Oriel Jean est arrêté et incarcéré à Toronto (Canada) puis remis aux autorités américaines en mars 2004
Multiples arrestations de proches d’Aristide soupçonnés de trafic de drogue

9 juin 2004           

MIAMI (Etats-Unis), Les Etats-Unis multiplient les enquêtes sur des trafics de drogue présumés impliquant de hauts fonctionnaires du gouvernement de l’ex-président haitien Jean Bertrand Aristide, dont cinq sont déjà détenus en Floride (sud-est) dans l’attente d’inculpations.

L’ex-président Aristide a quitté Haïti le 29 février, sous la pression des Etats-Unis, de la France, et d’insurgés armés. Il est depuis lundi en Afrique du Sud et ne désespère pas de retourner un jour dans son pays.

En Floride, les responsables américains refusent de dire s’il pourrait être concerné directement par les enquêtes, comme l’a suggéré un journal de Miami.

"Pas de commentaire" à ce sujet, a indiqué à l’AFP Joe Kilmer, porte-parole à Miami de l’agence fédérale américaine de lutte contre le trafic de drogue (DEA).
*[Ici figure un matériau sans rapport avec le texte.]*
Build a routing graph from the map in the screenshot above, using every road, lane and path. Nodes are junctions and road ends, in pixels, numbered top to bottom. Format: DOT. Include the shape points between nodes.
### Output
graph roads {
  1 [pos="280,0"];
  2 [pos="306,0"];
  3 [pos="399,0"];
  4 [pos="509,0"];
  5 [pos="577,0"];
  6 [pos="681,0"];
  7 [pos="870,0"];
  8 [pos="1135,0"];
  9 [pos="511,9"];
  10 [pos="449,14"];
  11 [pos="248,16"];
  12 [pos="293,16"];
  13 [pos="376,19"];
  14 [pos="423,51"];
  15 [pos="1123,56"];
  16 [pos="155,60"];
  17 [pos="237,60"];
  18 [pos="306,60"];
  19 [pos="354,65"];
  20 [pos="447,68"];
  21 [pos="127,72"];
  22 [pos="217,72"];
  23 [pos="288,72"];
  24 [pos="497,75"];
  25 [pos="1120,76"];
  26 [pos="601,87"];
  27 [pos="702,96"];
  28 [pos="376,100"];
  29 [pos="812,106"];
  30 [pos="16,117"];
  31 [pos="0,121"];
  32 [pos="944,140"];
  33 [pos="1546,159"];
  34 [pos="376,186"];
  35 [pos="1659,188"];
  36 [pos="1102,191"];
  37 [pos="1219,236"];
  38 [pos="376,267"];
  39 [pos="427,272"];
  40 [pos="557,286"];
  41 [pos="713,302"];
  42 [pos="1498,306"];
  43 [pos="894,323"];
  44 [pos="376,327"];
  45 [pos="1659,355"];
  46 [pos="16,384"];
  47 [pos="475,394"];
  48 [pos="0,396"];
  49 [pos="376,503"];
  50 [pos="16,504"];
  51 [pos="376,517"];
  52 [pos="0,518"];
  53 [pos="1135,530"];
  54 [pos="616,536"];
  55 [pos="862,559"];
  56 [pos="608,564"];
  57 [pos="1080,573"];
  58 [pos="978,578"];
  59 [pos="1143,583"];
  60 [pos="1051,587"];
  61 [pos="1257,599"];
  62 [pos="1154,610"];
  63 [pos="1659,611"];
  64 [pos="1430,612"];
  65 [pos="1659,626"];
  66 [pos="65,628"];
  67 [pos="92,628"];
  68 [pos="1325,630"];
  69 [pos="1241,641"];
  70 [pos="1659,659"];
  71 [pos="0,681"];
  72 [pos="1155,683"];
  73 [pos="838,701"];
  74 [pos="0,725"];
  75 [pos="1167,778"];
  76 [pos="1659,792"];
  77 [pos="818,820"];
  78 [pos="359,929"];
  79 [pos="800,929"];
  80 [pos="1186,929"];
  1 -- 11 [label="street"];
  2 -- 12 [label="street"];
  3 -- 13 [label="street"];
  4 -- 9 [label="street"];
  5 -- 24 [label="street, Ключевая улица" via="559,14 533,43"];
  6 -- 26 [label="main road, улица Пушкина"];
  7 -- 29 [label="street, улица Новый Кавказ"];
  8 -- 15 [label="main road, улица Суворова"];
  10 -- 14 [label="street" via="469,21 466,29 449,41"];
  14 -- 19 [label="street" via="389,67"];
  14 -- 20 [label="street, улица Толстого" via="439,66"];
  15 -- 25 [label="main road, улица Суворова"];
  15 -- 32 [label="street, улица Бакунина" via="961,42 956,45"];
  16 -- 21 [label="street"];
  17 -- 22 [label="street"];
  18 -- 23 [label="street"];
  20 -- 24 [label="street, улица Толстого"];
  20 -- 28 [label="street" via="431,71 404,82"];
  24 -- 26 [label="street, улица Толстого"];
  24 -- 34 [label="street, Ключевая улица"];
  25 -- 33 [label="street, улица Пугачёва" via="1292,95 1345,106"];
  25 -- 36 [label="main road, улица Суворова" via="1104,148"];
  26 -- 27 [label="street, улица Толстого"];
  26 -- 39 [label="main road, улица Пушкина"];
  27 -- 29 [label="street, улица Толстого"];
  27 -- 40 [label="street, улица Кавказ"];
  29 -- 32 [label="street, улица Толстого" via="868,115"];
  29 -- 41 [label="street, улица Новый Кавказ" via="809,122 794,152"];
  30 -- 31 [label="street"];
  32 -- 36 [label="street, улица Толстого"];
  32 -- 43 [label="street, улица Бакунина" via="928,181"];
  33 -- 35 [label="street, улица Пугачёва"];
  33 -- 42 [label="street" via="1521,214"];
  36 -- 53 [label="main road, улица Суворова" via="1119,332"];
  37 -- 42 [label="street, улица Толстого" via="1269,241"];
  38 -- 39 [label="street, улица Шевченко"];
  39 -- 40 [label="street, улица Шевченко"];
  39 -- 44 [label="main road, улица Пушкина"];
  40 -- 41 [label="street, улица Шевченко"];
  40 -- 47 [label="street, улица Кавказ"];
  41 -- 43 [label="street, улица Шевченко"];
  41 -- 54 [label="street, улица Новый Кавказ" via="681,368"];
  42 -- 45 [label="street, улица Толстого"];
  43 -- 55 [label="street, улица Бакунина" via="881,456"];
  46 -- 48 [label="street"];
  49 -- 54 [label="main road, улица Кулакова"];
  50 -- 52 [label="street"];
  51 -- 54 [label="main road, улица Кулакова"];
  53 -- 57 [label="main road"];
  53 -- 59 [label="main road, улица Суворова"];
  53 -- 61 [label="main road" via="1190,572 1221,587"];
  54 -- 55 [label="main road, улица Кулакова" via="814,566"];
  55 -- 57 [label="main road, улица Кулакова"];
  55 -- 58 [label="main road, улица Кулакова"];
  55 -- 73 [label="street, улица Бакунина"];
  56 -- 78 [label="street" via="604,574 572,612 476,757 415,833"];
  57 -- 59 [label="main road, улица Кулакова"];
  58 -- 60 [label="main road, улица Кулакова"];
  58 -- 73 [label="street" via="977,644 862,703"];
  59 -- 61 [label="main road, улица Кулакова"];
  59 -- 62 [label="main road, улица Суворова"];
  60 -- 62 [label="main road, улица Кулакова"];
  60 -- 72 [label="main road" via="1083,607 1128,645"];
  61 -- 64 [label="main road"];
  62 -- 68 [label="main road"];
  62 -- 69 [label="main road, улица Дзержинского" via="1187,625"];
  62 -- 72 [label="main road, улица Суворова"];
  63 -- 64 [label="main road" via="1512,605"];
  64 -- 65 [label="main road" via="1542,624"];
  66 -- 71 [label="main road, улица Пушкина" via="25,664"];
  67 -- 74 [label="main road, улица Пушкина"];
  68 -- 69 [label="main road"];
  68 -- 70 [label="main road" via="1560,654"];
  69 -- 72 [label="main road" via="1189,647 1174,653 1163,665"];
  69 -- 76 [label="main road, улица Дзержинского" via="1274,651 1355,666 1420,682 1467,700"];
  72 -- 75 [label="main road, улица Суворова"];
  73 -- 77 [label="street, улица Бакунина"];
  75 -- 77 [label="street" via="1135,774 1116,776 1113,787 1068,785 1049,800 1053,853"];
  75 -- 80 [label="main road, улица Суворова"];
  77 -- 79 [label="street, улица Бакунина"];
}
Haïti, qui se partage avec la République Dominicaine l’île d’Hispaniola dans les Caraïbes, est utilisé depuis longtemps comme plaque tournante par des trafiquants haïtiens et colombiens pour acheminer de la drogue aux Etats-Unis.

Depuis le départ d’Aristide, la DEA met les bouchées doubles, en collaboration avec la police haïtienne, pour démanteler des réseaux en Haïti, impliquant des personnalités très proches de l’ancien régime.

Les cinq hommes détenus à Miami sont ainsi tous d’anciens collaborateurs de l’ex-chef d’Etat.

Jean-Marie Fourel Celestin, ex-président du Sénat haïtien, est depuis mardi en Floride. Recherché, il s’était présenté volontairement à l’ambassade des Etats-Unis à Port-au-Prince, d’où il a été acheminé aussitôt à Miami par des agents de la DEA. Ancien médecin militaire et ex-colonel de l’armée haïtienne, il est considéré comme un fidèle de la première heure d’Aristide.

Un ex-directeur général de la police haïtienne du président déchu, Jean Nesly Lucien, a été interpellé le 26 mai à Miami. Ex-membre de la sécurité rapprochée d’Aristide, c’est aussi une personnalité très proche de l’ancien régime qui devrait être mis en cause dans un trafic de drogue.

Le même jour, l’ex-responsable du Bureau de lutte contre le trafic des stupéfiants (BLTS) sous le gouvernement d’Aristide, Evens Brillant, était expulsé vers les Etats-Unis, après avoir été interpellé par la force multinationale intérimaire (Etats-Unis, France, Canada, Chili).

Deux autres anciens hauts fonctionnaires ont également été accusés de trafic de drogue : l’ex-chef de la sécurité présidentielle, Oriel Jean, détenu aux Etats-Unis depuis son extradition du Canada en mars et qui nie toute implication ; et Rudy Therassan, ex-commandant de la police nationale haïtienne, incarcéré depuis le 14 mai à Miami.

Fin février, juste avant le départ précipité de Jean Bertrand Aristide d’Haïti, un trafiquant de drogue détenu aux Etats-Unis, Beaudoin "Jacques" Ketant, avait accusé l’ancien président d’être étroitement mêlé au trafic de drogue international.

Un avocat de l’ancien président, basé à Miami, Ira Kurzban, avait rejeté ces accusations, affirmant qu’elles avaient pour but d’"assassiner politiquement" son client.

En avril, le quotidien Miami Herald avait indiqué que les enquêteurs américains cherchaient à savoir si Aristide n’avait pas bénéficié financièrement du trafic de drogue dans son pays. Certains de ses proches auraient déposé 250 millions de dollars dans des banques européennes, selon des informations non confirmées.

"Les investigations en sont à un stade initial et il est prématuré d’en tirer des conclusions concrètes", avait toutefois indiqué au journal un responsable américain sous couvert d’anonymat.

Au cours des dernières semaines, d’autres personnalités ont également été arrêtés dans l’île d’Hispaniola : un sénateur de l’ex-parti au pouvoir Famille Lavalas, Yvon Feuille, interpellé le 19 mai, et une ex-haut responsable de la police haïtienne sous le régime Aristide, Hermione Léonard, arrêtée le 2 juin en République Dominicaine.